All of the records should be given again exactly as they appear.

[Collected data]
++++

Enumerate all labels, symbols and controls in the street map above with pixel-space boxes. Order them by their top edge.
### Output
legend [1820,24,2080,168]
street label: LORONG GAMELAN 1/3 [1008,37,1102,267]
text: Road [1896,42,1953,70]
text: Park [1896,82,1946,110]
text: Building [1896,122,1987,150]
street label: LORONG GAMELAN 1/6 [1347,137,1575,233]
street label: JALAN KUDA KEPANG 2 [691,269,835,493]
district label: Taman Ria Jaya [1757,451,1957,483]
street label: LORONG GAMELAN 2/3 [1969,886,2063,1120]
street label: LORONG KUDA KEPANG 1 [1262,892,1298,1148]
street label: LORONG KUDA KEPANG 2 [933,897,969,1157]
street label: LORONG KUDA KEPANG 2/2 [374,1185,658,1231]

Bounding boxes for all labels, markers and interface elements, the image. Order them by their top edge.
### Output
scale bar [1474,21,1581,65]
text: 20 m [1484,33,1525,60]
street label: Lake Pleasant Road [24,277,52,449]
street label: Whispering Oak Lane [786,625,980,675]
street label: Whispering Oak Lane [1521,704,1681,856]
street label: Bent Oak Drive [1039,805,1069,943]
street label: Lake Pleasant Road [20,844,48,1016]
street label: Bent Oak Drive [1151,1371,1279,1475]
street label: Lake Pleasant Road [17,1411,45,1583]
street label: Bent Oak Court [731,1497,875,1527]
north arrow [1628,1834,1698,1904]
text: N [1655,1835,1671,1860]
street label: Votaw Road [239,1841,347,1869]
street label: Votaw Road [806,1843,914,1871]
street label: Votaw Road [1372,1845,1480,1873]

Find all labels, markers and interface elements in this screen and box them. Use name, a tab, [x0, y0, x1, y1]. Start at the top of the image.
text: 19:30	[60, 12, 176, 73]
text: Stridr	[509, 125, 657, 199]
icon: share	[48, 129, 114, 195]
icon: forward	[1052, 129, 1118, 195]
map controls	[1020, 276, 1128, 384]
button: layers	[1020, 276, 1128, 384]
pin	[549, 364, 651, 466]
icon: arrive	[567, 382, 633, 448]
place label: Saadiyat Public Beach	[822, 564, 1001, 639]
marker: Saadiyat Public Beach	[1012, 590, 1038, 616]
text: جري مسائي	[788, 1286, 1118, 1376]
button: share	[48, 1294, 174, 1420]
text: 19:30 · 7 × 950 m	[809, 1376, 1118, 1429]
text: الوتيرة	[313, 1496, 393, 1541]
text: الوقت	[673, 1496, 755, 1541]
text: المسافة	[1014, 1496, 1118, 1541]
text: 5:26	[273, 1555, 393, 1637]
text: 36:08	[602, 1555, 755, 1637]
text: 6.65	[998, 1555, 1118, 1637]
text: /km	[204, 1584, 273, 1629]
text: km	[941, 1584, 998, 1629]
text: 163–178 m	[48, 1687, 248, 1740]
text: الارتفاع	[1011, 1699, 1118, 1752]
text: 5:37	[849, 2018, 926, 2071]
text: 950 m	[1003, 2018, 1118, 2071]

++++

Task result >>
Enumerate all labels, symbols and controls in the street map above with pixel-space boxes. Order them by their top edge.
### Output
legend [1820,24,2080,168]
street label: LORONG GAMELAN 1/3 [1008,37,1102,267]
text: Road [1896,42,1953,70]
text: Park [1896,82,1946,110]
text: Building [1896,122,1987,150]
street label: LORONG GAMELAN 1/6 [1347,137,1575,233]
street label: JALAN KUDA KEPANG 2 [691,269,835,493]
district label: Taman Ria Jaya [1757,451,1957,483]
street label: LORONG GAMELAN 2/3 [1969,886,2063,1120]
street label: LORONG KUDA KEPANG 1 [1262,892,1298,1148]
street label: LORONG KUDA KEPANG 2 [933,897,969,1157]
street label: LORONG KUDA KEPANG 2/2 [374,1185,658,1231]

Bounding boxes for all labels, markers and interface elements, the image. Order them by their top edge.
### Output
scale bar [1474,21,1581,65]
text: 20 m [1484,33,1525,60]
street label: Lake Pleasant Road [24,277,52,449]
street label: Whispering Oak Lane [786,625,980,675]
street label: Whispering Oak Lane [1521,704,1681,856]
street label: Bent Oak Drive [1039,805,1069,943]
street label: Lake Pleasant Road [20,844,48,1016]
street label: Bent Oak Drive [1151,1371,1279,1475]
street label: Lake Pleasant Road [17,1411,45,1583]
street label: Bent Oak Court [731,1497,875,1527]
north arrow [1628,1834,1698,1904]
text: N [1655,1835,1671,1860]
street label: Votaw Road [239,1841,347,1869]
street label: Votaw Road [806,1843,914,1871]
street label: Votaw Road [1372,1845,1480,1873]

Find all labels, markers and interface elements in this screen and box them. Use name, a tab, [x0, y0, x1, y1]. Start at the top of the image.
text: 19:30	[60, 12, 176, 73]
text: Stridr	[509, 125, 657, 199]
icon: share	[48, 129, 114, 195]
icon: forward	[1052, 129, 1118, 195]
map controls	[1020, 276, 1128, 384]
button: layers	[1020, 276, 1128, 384]
pin	[549, 364, 651, 466]
icon: arrive	[567, 382, 633, 448]
place label: Saadiyat Public Beach	[822, 564, 1001, 639]
marker: Saadiyat Public Beach	[1012, 590, 1038, 616]
text: جري مسائي	[788, 1286, 1118, 1376]
button: share	[48, 1294, 174, 1420]
text: 19:30 · 7 × 950 m	[809, 1376, 1118, 1429]
text: الوتيرة	[313, 1496, 393, 1541]
text: الوقت	[673, 1496, 755, 1541]
text: المسافة	[1014, 1496, 1118, 1541]
text: 5:26	[273, 1555, 393, 1637]
text: 36:08	[602, 1555, 755, 1637]
text: 6.65	[998, 1555, 1118, 1637]
text: /km	[204, 1584, 273, 1629]
text: km	[941, 1584, 998, 1629]
text: 163–178 m	[48, 1687, 248, 1740]
text: الارتفاع	[1011, 1699, 1118, 1752]
text: 5:37	[849, 2018, 926, 2071]
text: 950 m	[1003, 2018, 1118, 2071]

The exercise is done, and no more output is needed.